Saturday, April 24, 2010

Thursday, April 22, 2010

Maria Gunning Countess of Coventry

"Deadly Coral"

I love the Wallace Collection. I bought a book for a pound there the other week, really thick and it's a catalogue of all of it's miniatures.

Over Easter I researched some of the women in the miniatures, purely out of my own sad curiousity.

Some of the lives these women had were so incredible, incredibly amazing and for some, incredibly tragic.

One that stuck out for me was The Countess of Coventry Maria Gunning. From a poor family, her and her sister set out to be actresses. In October 1748 the beautiful sister's were invited to a ball at Dublin Castle. With no suitable attire they borrowed some frocks off a theatre, the costumes for Lady Macbeth and Juliet. This party proved important, Maria's sister got them a pension. They then became celebrities and social beauties.

Maria married the 6th Earl of Coventry eventually, becoming the Countess. For the honeymoon the couple travelled around Europe, including Paris. On the trip her new husband refused to let her wear heavy rouge make-up, which was very much in vogue in the capital at that time, he even tried to rub it off with a hankie when she wore it to dinner one night.

When they returned, Maria apparently continued to wear vast amounts of make-up heavily, because it was stylish. She died aged 27, of led poisoning from the cosmetics, earning her the title of "Victim of cosmetics" among society circles.

She's going to be the centre piece of my exhibition with coral red poured onto her. Titled "Deadly Coral" I'm hoping it will tie the idea of poison mentally and physically with cosmetics.

The Start...

So I've started this blog so that I can chart, for myself and others, what it takes to do a Fine Art Degree Show....

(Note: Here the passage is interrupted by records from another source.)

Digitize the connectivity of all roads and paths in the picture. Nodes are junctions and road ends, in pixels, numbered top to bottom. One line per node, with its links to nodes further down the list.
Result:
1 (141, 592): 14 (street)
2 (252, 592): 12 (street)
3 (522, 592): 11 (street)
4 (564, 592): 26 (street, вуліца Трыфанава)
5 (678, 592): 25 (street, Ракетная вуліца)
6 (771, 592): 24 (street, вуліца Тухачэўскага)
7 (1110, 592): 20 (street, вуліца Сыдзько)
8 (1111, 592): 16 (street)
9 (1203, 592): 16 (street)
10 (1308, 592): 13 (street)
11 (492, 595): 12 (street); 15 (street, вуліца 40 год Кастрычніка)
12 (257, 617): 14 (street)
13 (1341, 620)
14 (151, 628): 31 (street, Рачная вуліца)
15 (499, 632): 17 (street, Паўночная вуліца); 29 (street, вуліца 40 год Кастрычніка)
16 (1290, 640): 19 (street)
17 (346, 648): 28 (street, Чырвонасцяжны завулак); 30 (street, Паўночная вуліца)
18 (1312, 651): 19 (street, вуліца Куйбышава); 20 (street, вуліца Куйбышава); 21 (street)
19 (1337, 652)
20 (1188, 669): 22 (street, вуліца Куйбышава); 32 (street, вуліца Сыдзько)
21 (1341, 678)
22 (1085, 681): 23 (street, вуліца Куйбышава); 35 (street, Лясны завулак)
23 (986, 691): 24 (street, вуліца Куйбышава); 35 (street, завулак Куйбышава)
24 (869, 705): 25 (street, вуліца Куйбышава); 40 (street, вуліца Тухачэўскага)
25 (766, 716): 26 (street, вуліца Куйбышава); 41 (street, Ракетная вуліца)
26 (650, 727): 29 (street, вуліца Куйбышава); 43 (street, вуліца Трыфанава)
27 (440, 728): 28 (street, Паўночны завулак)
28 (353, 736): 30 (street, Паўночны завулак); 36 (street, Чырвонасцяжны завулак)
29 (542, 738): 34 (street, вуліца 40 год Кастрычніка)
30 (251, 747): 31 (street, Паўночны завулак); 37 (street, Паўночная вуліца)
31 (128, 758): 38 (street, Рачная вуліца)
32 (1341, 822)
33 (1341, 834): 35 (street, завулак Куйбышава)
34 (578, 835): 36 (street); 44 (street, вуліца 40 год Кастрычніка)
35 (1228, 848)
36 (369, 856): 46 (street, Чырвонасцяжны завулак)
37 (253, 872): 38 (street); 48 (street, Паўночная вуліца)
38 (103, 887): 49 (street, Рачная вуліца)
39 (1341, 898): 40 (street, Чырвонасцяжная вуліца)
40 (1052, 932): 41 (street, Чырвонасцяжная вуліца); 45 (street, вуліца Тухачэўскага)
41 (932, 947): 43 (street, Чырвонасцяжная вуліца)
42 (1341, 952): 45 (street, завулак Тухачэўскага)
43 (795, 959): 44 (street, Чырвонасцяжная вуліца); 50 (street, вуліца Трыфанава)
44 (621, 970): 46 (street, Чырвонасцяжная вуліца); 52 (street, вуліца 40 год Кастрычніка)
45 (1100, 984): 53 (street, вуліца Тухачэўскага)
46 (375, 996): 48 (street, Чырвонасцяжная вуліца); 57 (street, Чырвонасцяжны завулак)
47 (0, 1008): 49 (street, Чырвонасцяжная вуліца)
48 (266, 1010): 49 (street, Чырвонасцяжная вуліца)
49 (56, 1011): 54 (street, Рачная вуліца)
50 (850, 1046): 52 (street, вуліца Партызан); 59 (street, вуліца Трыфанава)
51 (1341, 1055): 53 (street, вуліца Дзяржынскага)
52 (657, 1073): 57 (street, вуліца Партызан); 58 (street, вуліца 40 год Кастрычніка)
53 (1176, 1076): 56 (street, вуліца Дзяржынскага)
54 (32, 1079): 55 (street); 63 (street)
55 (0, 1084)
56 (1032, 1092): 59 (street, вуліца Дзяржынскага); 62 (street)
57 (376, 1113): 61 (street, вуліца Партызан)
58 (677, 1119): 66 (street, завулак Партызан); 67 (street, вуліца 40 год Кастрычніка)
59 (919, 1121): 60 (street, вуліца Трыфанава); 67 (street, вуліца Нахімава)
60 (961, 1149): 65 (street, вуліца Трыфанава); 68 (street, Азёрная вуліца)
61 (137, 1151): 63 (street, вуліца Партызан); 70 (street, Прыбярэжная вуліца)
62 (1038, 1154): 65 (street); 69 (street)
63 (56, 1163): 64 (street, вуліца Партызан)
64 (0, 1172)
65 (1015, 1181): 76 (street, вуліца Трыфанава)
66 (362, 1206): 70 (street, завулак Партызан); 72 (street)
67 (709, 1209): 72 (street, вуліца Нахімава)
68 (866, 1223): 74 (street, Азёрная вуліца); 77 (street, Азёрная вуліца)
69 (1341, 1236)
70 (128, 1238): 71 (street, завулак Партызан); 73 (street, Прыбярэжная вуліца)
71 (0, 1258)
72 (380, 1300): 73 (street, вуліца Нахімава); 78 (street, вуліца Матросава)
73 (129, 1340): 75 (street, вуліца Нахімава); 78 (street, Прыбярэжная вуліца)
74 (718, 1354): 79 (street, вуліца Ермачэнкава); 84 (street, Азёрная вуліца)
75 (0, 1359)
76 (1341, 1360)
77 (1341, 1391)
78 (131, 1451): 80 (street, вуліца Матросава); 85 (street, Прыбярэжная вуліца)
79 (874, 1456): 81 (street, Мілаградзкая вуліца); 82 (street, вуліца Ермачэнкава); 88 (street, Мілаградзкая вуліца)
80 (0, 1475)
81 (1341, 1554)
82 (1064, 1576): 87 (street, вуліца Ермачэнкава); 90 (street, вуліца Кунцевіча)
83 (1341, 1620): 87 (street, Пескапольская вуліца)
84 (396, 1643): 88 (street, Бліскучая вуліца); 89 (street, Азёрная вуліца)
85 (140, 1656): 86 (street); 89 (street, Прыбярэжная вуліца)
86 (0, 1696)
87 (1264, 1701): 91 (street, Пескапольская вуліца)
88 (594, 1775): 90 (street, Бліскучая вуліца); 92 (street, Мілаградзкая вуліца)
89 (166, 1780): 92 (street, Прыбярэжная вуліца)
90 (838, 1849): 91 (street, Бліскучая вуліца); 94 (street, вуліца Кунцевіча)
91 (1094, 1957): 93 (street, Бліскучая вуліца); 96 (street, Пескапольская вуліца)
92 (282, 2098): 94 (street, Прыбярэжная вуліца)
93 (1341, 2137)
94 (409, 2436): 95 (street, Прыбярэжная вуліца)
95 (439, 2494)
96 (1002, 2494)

The degree show proposal is awaiting tutor approval as we speak.... *cripes* Here is the proposal:

Three large works on board. Two of them will be adapted large scale poster works, each poster measures approximately 0.5m x 1.5m. These will be large shop beauty/cosmetics adverts with house gloss paint poured onto them after a treatment below of PVA. In between these two works, will be a large scale photocopy (measuring approx 0.5m x 1m) of Maria Gunning Countess of Coventry, the photocopy will be of a print of a miniature of her from The Wallace Collection. The miniature is set in an ornate frame which will also be in the photocopy. The large photocopy image will be backed onto a jigsaw cut board. The other images will be on rectangular board. All on a beta hanging system. The colours of the house gloss paint will be coral red, baby turquoise and baby lilac.

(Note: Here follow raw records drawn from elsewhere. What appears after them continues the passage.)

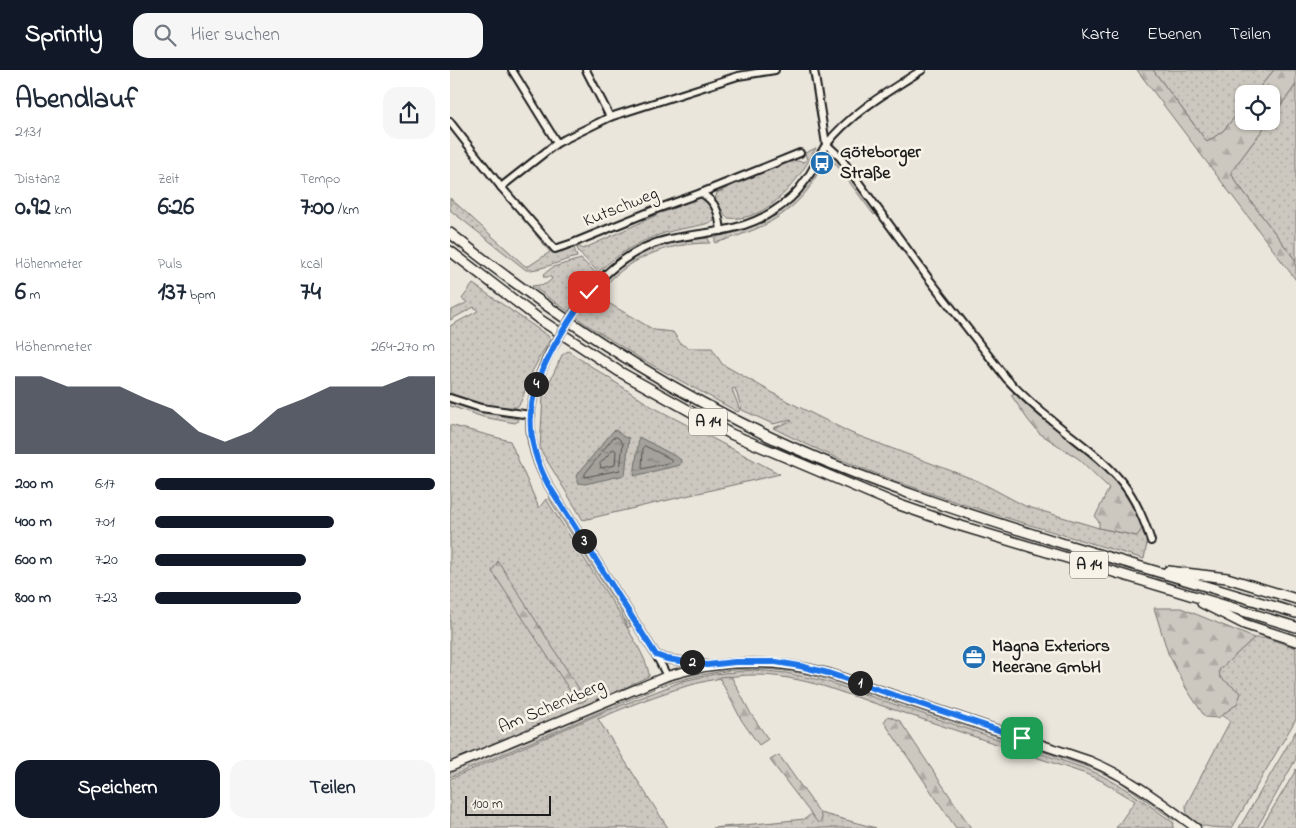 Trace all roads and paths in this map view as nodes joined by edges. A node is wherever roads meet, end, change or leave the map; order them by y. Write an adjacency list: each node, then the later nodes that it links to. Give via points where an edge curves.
1 (512, 70): 9 (street)
2 (586, 70): 7 (street)
3 (776, 70): 6 (street)
4 (814, 70): 10 (street)
5 (922, 70): 10 (street, via 865,108)
6 (738, 73): 7 (street)
7 (610, 117): 9 (street)
8 (450, 122): 12 (street)
9 (557, 144): 12 (street)
10 (826, 144): 14 (street, via 806,180 786,202 756,221); 19 (street, via 840,157 929,279 1012,384 1094,454 1126,488 1143,517)
11 (800, 153): 13 (street, Kutschweg)
12 (502, 187): 13 (street, Kutschweg, via 557,249)
13 (701, 193): 14 (street, via 715,204)
14 (721, 231): 18 (street, bridge, via 668,239 632,254 602,277 579,304 550,352 533,393)
15 (450, 233): 20 (highway, A 14, via 543,304 632,362 774,438 909,494)
16 (450, 251): 21 (highway, A 14, via 538,319 620,372 731,434 894,503)
17 (450, 398): 18 (street, via 481,408)
18 (531, 415): 26 (street, via 535,456 541,472)
19 (1151, 541)
20 (1151, 570): 22 (highway, via 1227,578); 23 (highway, A 14)
21 (1182, 593): 24 (highway, A 14); 25 (highway, via 1244,624)
22 (1296, 600)
23 (1296, 613)
24 (1296, 627)
25 (1296, 641)
26 (656, 655): 27 (street); 28 (street)
27 (707, 665): 28 (main road, Am Schenkberg); 30 (main road, Am Schenkberg, via 753,661 784,663 872,687 1108,768)
28 (667, 676): 29 (main road, Am Schenkberg)
29 (450, 767)
30 (1196, 828)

Over Easter I did some new stuff which may or may not feature in the final degree show, I was working with the idea of "controlled destruction" something that was starting to creep into the work.

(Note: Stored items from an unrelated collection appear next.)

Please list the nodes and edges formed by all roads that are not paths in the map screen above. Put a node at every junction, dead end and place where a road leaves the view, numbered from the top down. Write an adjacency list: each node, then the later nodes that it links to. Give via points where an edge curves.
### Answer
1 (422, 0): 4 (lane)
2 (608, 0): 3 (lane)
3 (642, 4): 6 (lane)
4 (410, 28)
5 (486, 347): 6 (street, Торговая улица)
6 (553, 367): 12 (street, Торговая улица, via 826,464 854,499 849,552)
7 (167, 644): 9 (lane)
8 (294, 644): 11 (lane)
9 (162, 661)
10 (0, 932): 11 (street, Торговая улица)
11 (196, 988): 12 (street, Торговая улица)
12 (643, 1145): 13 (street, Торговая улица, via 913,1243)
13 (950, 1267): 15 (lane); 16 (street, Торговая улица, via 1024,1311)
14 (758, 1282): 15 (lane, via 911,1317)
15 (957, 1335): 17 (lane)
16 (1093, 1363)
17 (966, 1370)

Ok so, this work below took about 3 days of a tedious but pretty satisfying process, tiny holes into a magazine advert for a fashion house. I was trying to obliterate everything but the bits I noticed and created anxiety and pleasure for me.



This was the start of it, and the effect of the white dots is actually light shining through the holes from a light source.

Will post more images of the finished and utterly obliterated piece when I find a bad ass lightbox.

This idea came from messing about with this:


Both these pieces led me to the idea that I am eating away at the images that eat away at me.